Women do not want to be men. What they want, have fought for, and continue to fight for are: equal access to an education, equal pay for doing the same job, equal respect and freedom from sexual harassment and sexual abuse in the home and the workplace.
Fifty years ago, women, through the Women’s Liberation Movement in the late 1960s and early 1970s, were fighting to gain equal access and equal opportunity in the workplace. They wanted to be recognized for their abilities to be more than sex objects, housewives and mothers. Despite these challenges, women make society better every day.

Women Make Society Better Every Day
(Photo by Tatiana-Pogorelova/iStock Images)
While gains have been made in women having access to more job opportunities and breaking out of many stereotypical roles in the workplace, they still have a long way to go when it comes to receiving equal pay, promotion to senior/CEO level positions, and corporate board representation.
During the fight to gain equality and respect for their abilities, many times women have had to project attributes—from dressing to speech—to prove they are just as smart, just as capable as men. Women do not want to be men. They want to be themselves and not be penalized or degraded for it.

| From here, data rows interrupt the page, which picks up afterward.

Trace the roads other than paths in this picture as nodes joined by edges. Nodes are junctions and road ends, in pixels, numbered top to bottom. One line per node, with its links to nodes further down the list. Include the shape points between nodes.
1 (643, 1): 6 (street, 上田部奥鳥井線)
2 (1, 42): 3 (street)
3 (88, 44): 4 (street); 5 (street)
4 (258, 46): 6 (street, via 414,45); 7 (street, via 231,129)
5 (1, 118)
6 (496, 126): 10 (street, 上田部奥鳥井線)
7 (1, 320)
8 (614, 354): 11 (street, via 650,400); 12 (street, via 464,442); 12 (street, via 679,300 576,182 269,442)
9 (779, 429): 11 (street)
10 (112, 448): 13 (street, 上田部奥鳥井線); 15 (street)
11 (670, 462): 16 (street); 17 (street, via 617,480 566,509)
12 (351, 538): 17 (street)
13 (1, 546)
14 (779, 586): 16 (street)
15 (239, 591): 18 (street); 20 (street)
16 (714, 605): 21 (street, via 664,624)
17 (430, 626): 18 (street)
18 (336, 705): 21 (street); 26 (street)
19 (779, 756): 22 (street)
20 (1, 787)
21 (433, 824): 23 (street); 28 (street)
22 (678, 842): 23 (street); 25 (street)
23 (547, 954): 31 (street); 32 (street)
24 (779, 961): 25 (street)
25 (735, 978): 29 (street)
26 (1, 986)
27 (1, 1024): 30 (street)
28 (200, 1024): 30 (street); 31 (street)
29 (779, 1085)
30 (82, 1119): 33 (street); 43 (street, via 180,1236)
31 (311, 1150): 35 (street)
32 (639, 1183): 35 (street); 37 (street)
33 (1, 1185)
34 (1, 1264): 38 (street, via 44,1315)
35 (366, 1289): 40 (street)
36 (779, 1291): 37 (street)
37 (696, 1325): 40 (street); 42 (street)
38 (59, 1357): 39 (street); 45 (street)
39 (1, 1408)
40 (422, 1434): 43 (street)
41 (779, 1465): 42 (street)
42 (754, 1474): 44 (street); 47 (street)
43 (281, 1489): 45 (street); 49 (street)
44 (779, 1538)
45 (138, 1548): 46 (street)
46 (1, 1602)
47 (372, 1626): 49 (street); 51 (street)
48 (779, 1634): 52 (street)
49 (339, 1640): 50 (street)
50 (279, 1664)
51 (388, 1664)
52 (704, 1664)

As women make society better every day in so many ways, they can work together with men with mutual respect and share in the benefits of equal treatment across the board without losing identity that is uniquely theirs.
So, what will be some take-aways as we celebrate another Women’s History month?
It should inspire a change in perception and behavior as you interact with the girls and women in your life—at home, in the workplace, in your daily encounters. Is it too much to acknowledge that women make society better every day?